I feel like the world has dropped away from us as we stare breathlessly at one another, a smile breaking out across her face, her bee stung lips stretched wider than I’ve ever seen them. One of her hands traces my lips with her thumb; the other buries itself deep in my hair. “Oh thank God.” She mutters before tugging me close to her and pressing her lips to mine. She tastes of strawberries and liquor, the taste dizzying and addictive. Kissing her is better than any image I conjured in my head. My hands loop around her neck and pull her body flush to mine, the erratic rise and fall of her chest felt against my own, her lips gently moving in a passionate dance as she forces me to walk backwards until my back hits Peter’s desk. I gasp as the wood sticks into my back, Mackenzie taking this as an invitation to slip her tongue in my mouth, her hands sliding to the back of my thighs as she hauls me up onto the desk, slotting herself perfectly between my legs. I pull away to breathe, my forehead pressing against hers, our breath coming out in pants as her eyes shine when she opens them. She looks so genuinely happy, and I know that my face is a mirror image of hers. Kissing her meant I felt everything I hoped to feel, my face flushed and my whole body warm. Her hands trace the curve of my body as her fingers find the collar of my jacket, flattening it against my shoulders before slipping the material off and leaving my skin bare for her to see.

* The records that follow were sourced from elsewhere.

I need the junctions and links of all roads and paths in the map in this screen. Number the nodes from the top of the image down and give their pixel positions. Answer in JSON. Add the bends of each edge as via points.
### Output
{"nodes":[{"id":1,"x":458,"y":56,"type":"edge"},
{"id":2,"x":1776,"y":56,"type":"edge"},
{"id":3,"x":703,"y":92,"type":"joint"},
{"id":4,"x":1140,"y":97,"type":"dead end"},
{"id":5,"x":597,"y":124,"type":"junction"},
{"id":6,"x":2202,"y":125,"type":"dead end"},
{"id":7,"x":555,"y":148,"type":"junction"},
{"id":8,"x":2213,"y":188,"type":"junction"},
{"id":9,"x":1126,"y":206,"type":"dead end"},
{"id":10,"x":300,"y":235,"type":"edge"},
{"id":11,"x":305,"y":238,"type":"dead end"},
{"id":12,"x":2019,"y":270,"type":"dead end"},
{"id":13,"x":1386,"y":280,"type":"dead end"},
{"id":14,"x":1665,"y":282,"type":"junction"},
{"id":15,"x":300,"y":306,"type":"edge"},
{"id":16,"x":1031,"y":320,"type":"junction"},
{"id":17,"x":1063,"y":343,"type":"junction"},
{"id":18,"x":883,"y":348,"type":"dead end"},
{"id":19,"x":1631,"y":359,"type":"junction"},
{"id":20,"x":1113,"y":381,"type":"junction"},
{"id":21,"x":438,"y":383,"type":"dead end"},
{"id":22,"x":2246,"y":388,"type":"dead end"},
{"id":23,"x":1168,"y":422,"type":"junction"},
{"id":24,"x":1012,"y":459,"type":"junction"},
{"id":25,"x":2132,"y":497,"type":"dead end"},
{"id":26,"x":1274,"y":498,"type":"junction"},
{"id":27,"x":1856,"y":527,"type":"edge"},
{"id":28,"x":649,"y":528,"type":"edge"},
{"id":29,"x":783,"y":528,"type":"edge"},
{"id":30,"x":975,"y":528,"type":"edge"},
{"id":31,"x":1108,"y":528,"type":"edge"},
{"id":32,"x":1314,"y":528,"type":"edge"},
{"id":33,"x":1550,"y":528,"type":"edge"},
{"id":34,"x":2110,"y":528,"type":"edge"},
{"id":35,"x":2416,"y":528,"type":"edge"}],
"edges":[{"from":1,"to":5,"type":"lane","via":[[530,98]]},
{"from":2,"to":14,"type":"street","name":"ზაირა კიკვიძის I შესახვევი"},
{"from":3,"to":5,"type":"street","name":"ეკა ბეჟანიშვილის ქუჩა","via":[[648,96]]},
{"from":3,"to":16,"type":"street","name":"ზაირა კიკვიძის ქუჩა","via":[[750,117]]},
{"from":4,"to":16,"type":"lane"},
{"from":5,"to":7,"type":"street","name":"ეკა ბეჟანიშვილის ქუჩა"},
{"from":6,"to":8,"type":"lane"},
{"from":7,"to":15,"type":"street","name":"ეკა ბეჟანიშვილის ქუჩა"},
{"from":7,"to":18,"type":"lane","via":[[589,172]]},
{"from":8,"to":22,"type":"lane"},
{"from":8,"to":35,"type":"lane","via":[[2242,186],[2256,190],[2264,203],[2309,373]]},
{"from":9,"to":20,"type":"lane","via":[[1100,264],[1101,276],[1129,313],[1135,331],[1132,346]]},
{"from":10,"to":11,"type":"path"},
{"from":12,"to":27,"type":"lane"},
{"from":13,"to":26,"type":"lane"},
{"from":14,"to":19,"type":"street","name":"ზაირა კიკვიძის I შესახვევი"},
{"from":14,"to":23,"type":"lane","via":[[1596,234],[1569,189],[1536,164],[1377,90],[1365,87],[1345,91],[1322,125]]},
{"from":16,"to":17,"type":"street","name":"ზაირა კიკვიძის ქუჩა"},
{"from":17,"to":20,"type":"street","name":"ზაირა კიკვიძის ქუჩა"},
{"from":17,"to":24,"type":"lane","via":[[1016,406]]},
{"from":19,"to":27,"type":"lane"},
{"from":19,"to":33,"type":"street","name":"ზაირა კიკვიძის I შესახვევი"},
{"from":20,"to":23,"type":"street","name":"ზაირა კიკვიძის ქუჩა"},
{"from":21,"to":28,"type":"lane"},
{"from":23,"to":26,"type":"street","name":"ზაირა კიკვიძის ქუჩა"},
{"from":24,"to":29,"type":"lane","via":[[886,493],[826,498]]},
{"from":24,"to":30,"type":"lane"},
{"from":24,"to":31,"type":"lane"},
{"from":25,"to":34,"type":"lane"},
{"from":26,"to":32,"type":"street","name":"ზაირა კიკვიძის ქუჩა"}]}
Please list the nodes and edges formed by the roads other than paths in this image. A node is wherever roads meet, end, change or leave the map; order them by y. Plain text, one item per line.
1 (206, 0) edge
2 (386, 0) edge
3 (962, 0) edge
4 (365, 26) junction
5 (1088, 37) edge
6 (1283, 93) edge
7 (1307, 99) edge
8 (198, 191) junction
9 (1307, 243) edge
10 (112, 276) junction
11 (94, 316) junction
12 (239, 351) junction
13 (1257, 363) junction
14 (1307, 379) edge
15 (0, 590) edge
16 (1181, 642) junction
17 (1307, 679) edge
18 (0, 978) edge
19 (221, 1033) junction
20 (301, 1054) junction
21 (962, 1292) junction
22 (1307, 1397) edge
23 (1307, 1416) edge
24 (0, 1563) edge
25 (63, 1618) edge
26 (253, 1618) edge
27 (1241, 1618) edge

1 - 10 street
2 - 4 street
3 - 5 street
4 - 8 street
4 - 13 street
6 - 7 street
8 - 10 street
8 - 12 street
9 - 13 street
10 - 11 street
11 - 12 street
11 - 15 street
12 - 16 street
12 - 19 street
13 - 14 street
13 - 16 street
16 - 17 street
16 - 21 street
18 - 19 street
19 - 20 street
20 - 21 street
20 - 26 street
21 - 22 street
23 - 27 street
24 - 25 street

Her hands shake nervously as she skims her fingers across my collarbones and up my neck, the pads of her fingers forcing goosebumps to rise on my skin, the smile only brightening on her face. I take her in in this moment, from her swollen lips to the way her hair is slightly dishevelled because I ran my hands through it. I didn’t know it possible to be more beautiful, but here she is. I lift my hand to her lips and laugh as I use my thumb to remove the smear of her lipstick, my laugh contagious as she joins me before I rest my head on her chest, loving the way her arms around my waist feels as she pulls me closer.
I don’t know what this means for us, but I sure as hell hope it means something.